Boffo year for backers of public, campaign record disclosure
BOSTON (AP) — It’s turning out to be a boffo year for activists pushing for greater disclosure of public and campaign information on Beacon Hill.
Just weeks after Republican Gov. Charlie Baker signed into law the first major overhaul of the state’s public records law in more than four decades, the Massachusetts House has approved a series of bills supporters say will further strengthen campaign finance and disclosure regulations.
One of the bills approved Wednesday on a 142-10 vote would update a 2014 state law that was designed to shine a light on donors to political action committees known as super PACs.
Among other provisions, the 2014 law required that the top five donors who give more than $5,000 to a PAC be identified in that PAC’s television, print and large-format internet advertisements.
One of the bills approved Wednesday would expand the top five donor requirement to include certain mailings and billboard advertisements for political campaigns.
Pam Wilmot, the executive director of Common Cause Massachusetts who helped push for the 2014 law, hailed Wednesday’s vote as a victory for voters.
“Expanding the top five donor requirement will add more accountability and give voters the information they need to make informed choices,” Wilmot said.
The 2014 law was a response to the U.S. Supreme Court’s 2010 Citizens United decision, which said that outside groups like super PACs or nonprofits can take unlimited contributions and spend independently to try to sway voters.

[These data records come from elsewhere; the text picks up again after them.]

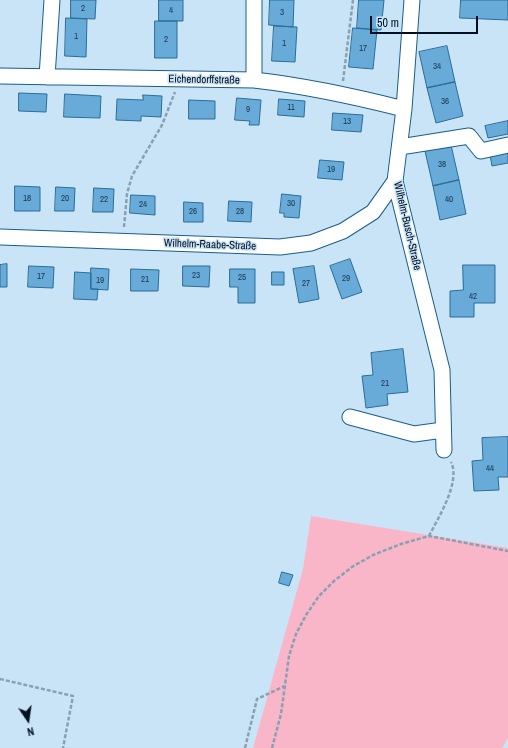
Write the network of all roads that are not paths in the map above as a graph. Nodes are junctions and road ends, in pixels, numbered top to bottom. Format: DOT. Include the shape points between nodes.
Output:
graph roads {
  1 [pos="52,0"];
  2 [pos="254,0"];
  3 [pos="412,0"];
  4 [pos="0,76"];
  5 [pos="47,78"];
  6 [pos="254,80"];
  7 [pos="404,108"];
  8 [pos="508,145"];
  9 [pos="400,147"];
  10 [pos="395,181"];
  11 [pos="0,237"];
  12 [pos="350,417"];
  13 [pos="443,430"];
  14 [pos="444,450"];
  1 -- 5 [label="street"];
  2 -- 6 [label="street"];
  3 -- 7 [label="street, Wilhelm-Busch-Straße"];
  4 -- 5 [label="street, Eichendorffstraße"];
  5 -- 6 [label="street, Eichendorffstraße"];
  6 -- 7 [label="street, Eichendorffstraße" via="341,93"];
  7 -- 9 [label="street, Wilhelm-Busch-Straße"];
  8 -- 9 [label="street" via="481,151 469,136"];
  9 -- 10 [label="street, Wilhelm-Busch-Straße"];
  10 -- 11 [label="street, Wilhelm-Raabe-Straße" via="373,212 344,231 311,243 280,247"];
  10 -- 13 [label="street, Wilhelm-Busch-Straße" via="442,370"];
  12 -- 13 [label="street" via="414,434"];
  13 -- 14 [label="street, Wilhelm-Busch-Straße"];
}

Wilmot said a report released this week by her group found that there was a significant decrease in what she called “secret money” between 2010 and 2014 — the statewide election years directly before and after the law took effect.
She said the 2014 law also helped improve the timeliness of campaign finance information, requiring that reports be available before the election, rather than after — as was allowed before 2014.
The changes taken together allowed voters in 2014 to see much more campaign finance information than was accessible in 2010, she said.
A second bill approved by the House would require that political committees reporting in-kind contributions must include the name of the candidate they are supporting or opposing.
The change would allow contributions to be tracked in real time, according to backers of the bill. Currently the information is required only in end-of-year reports, which are made public after the election.
The third bill would change the campaign finance calendar for candidates who run in a special election and a general election in the same calendar year.
These candidates would be allowed to receive up to $1,000 in individual contributions between Jan. 1 and the special election and up to an additional $1,000 between the day after the special election and Dec. 31.
“An open and functional democracy requires constant vigilance when it comes to campaign finance laws,” Democratic House Speaker Robert DeLeo said in a statement.
The public records law signed by Baker this month — and approved unanimously by the Legislature — requires state agencies and municipalities to respond to public record requests within 10 days.
It also seeks to limit how much an agency can charge for producing the records.
The bills approved this week by the House now head to the Massachusetts Senate for consideration.